I try to find a quicker way to Watertown that will involve using county roads. This leads to driving in the wrong direction for four miles, and I’m spent by the end of it. So I give in and drive through Watertown, and find the field, which is behind a dairy barn. I introduce myself to the owners and make my observations.

I decide to head up to Beaver Dam, which has hotels and is within ten miles of my next field. It’s just a half hour drive back through Watertown, who hasn’t yet finished a by-pass highway that will allow travelers like me to skip their quaint downtown. I spend the night and the Super 8 in Beaver Dam and eat dinner at the classy upscale sports bar in front of it (which serves breakfast for some reason). They don’t seat me when I come in the door, so I don’t tip as well I normally do, even though the Friday night walleye is really good.

Saturday morning, there’s an anxious woman behind the desk who asks if she can check me out while I’m eating breakfast. (There were at most four other parties staying at the hotel besides me.) After breakfast, I go to Wallgreens to get some meds and work on some blog articles, delaying my leave until nine. I stop by a river front market in downtown Beaver Dam and buy some honey, but it’s mostly a disappointment. I head back out of town and up Fox Lake where my plot is. The plot is on the side of County Road A. I have to walk a little bit from the turnoff where I park my truck.

Fox Lake test plot marker

Head into Fox Lake and put the GPS coordinates of the next field into my map, which turn out to be the wrong coordinates. The right coordinates are in an e-mail attachment that I can’t open on my iPod, and I need to have a WiFi connection to access. I find the little town library (which looks like a run down gas station, which chipped white paint and cement blocks) but it doesn’t open for another hour.

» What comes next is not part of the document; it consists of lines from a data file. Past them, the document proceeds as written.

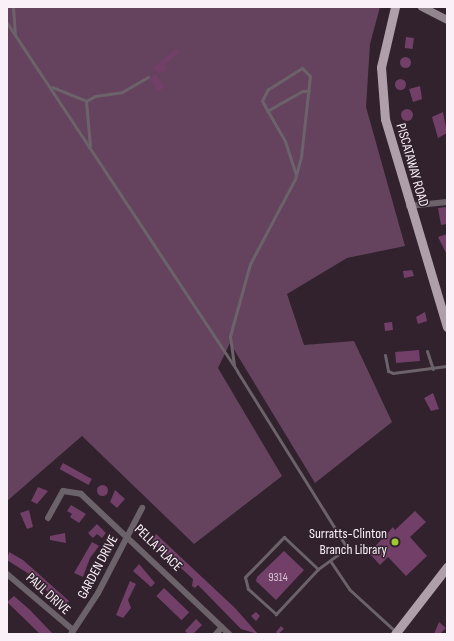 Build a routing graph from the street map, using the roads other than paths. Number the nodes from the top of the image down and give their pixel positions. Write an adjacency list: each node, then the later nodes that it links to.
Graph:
1 (13, 7): 6 (lane)
2 (395, 7): 15 (main road, PISCATAWAY ROAD)
3 (424, 8): 4 (main road)
4 (447, 20)
5 (7, 23): 6 (lane)
6 (15, 35): 8 (lane)
7 (148, 77): 10 (lane)
8 (50, 86): 10 (lane); 12 (lane)
9 (309, 91): 11 (lane); 11 (lane); 13 (lane)
10 (86, 101): 12 (lane)
11 (267, 111): 13 (lane)
12 (91, 148): 20 (lane)
13 (296, 174): 20 (lane)
14 (447, 202): 15 (street)
15 (409, 206): 16 (main road, PISCATAWAY ROAD)
16 (447, 325)
17 (427, 351): 21 (lane)
18 (385, 355): 21 (lane)
19 (447, 366): 21 (lane)
20 (234, 367): 25 (lane)
21 (433, 369)
22 (142, 508): 24 (street, GARDEN DRIVE)
23 (48, 518): 24 (street, PELLA PLACE)
24 (128, 536): 29 (street, PELLA PLACE); 30 (street, GARDEN DRIVE)
25 (331, 562): 27 (lane); 31 (lane)
26 (447, 567): 31 (main road)
27 (318, 569): 27 (lane)
28 (7, 574): 30 (street, PAUL DRIVE)
29 (222, 627): 32 (street); 33 (street, PELLA PLACE)
30 (72, 632)
31 (397, 633)
32 (216, 634)
33 (229, 634) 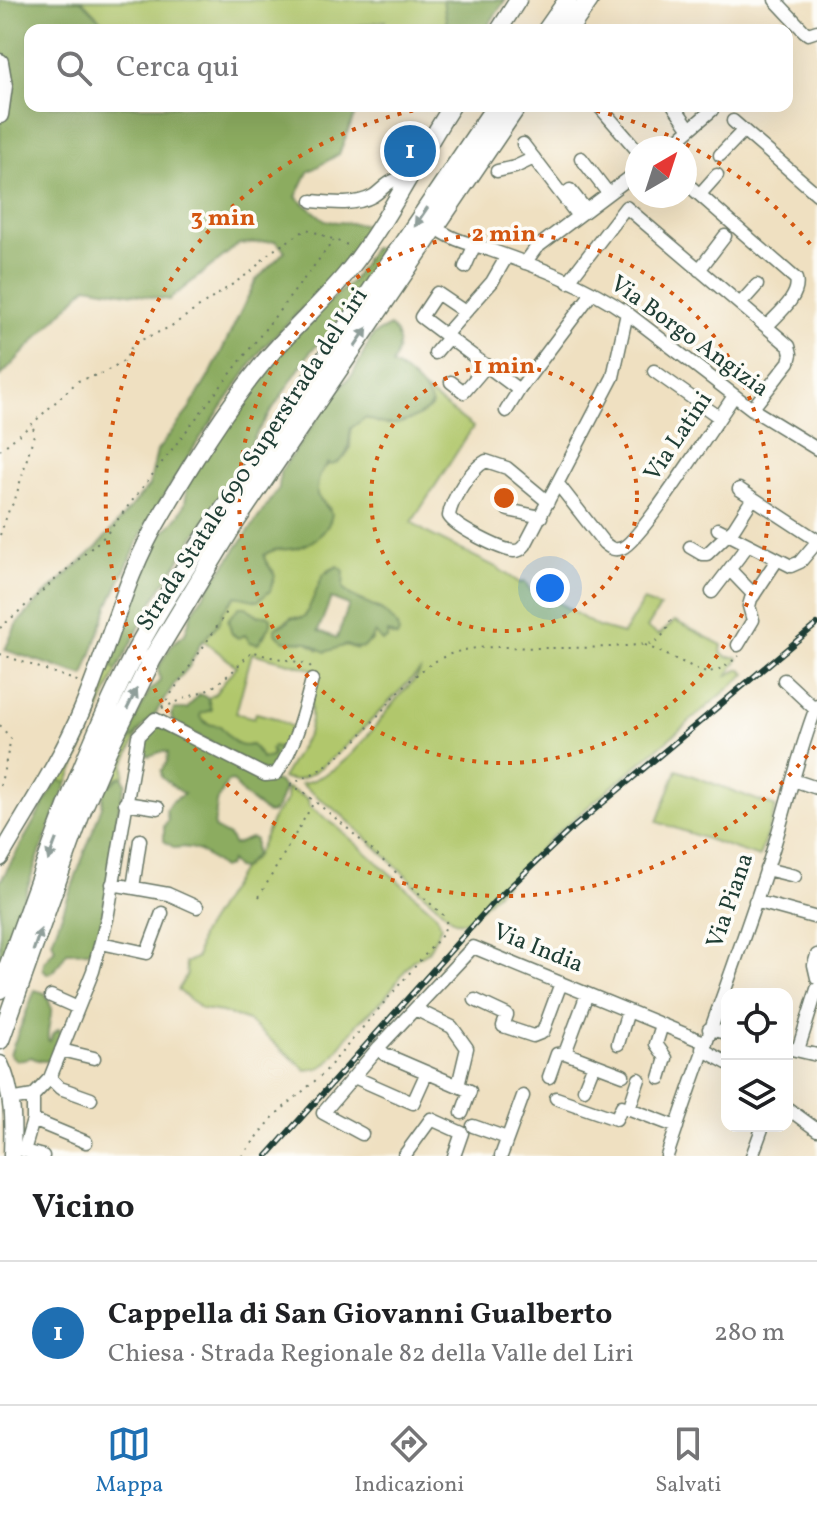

The public library in Waupun (15 miles up the road) has this zanny blue carpet with stars on it. The place is dead, and I have a seat on a couch in the teen section. After ten minutes of fiddling, I decide its not worth any more trouble to try and get on and leave. On the way out of town, I pull into a McDonald’s parking lot and find out that I can use my iPod to access the e-mail attachment I need.

Pass a number of dairy farms, noting how close the farms in Wisconsin are to each other, and how much more traffic there is. I stop at a park by the Fox River in Omro to use the restroom. The plot is five miles north of Omro, and I take my time there since it’s the last one. Upon finishing up there, I head back to Omro and get my lunch at the Colonial Cheese House, which is more like a specialty cheese store that happens to have a grill. I get a meal along with a huge pack of cheese curds, half of which I will certainly through away. I go back to the park and listen to Issues, Etc. while I enjoy lunch.